PROBLEM TO SOLVE: Select all lines holding the word "street" from the entries that follow.

PROVIDED DATA:
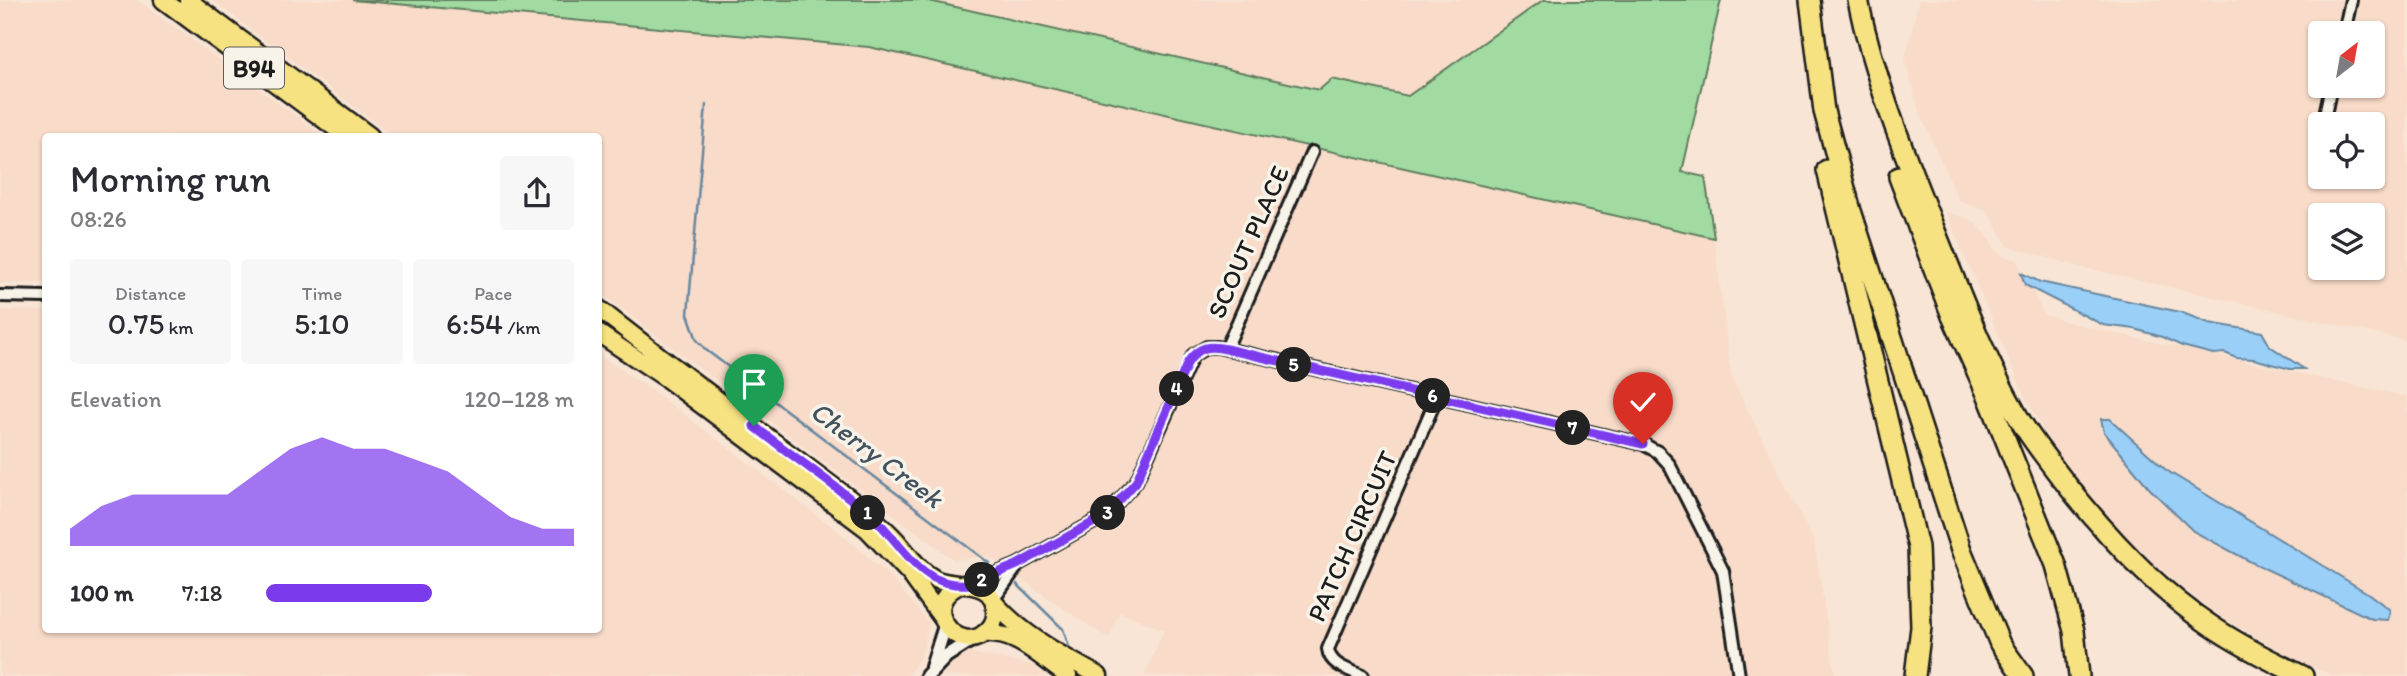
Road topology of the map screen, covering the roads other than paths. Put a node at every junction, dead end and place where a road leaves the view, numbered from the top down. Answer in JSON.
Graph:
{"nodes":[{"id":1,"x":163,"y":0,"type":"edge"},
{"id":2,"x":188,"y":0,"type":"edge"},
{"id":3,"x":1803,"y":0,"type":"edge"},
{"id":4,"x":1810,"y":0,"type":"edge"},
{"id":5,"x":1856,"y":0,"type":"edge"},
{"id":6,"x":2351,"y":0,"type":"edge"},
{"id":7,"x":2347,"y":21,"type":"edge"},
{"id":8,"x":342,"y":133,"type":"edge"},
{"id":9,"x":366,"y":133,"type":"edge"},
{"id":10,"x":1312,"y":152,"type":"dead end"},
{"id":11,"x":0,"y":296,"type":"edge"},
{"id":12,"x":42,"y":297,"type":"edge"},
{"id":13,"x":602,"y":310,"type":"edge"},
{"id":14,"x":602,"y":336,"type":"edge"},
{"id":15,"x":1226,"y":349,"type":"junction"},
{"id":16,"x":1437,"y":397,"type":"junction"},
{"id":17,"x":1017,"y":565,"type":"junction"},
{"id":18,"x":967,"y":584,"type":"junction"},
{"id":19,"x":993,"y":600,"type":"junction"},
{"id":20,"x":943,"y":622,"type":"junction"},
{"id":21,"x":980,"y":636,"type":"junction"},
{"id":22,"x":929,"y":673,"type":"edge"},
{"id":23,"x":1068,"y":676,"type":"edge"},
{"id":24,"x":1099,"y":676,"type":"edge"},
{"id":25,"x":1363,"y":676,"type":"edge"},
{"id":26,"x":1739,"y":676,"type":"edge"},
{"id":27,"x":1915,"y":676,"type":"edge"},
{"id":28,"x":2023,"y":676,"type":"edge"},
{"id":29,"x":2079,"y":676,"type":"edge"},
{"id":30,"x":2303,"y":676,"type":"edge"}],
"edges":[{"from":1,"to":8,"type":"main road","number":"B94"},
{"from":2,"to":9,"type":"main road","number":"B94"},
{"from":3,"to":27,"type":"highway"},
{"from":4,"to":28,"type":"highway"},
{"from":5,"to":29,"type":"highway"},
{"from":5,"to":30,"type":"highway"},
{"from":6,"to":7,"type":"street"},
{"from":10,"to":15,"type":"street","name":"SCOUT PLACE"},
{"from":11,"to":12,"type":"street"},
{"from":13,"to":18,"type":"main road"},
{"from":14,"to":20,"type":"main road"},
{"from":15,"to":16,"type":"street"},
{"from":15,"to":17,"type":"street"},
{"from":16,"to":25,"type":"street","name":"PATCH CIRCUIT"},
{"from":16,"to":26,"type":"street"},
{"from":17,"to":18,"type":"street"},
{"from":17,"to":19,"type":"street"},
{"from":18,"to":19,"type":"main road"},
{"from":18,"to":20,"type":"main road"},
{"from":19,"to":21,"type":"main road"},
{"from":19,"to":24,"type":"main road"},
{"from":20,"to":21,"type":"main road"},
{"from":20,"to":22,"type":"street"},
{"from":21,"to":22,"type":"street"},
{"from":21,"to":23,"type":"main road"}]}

TASK RESULT:
{"from":6,"to":7,"type":"street"},
{"from":10,"to":15,"type":"street","name":"SCOUT PLACE"},
{"from":11,"to":12,"type":"street"},
{"from":15,"to":16,"type":"street"},
{"from":15,"to":17,"type":"street"},
{"from":16,"to":25,"type":"street","name":"PATCH CIRCUIT"},
{"from":16,"to":26,"type":"street"},
{"from":17,"to":18,"type":"street"},
{"from":17,"to":19,"type":"street"},
{"from":20,"to":22,"type":"street"},
{"from":21,"to":22,"type":"street"},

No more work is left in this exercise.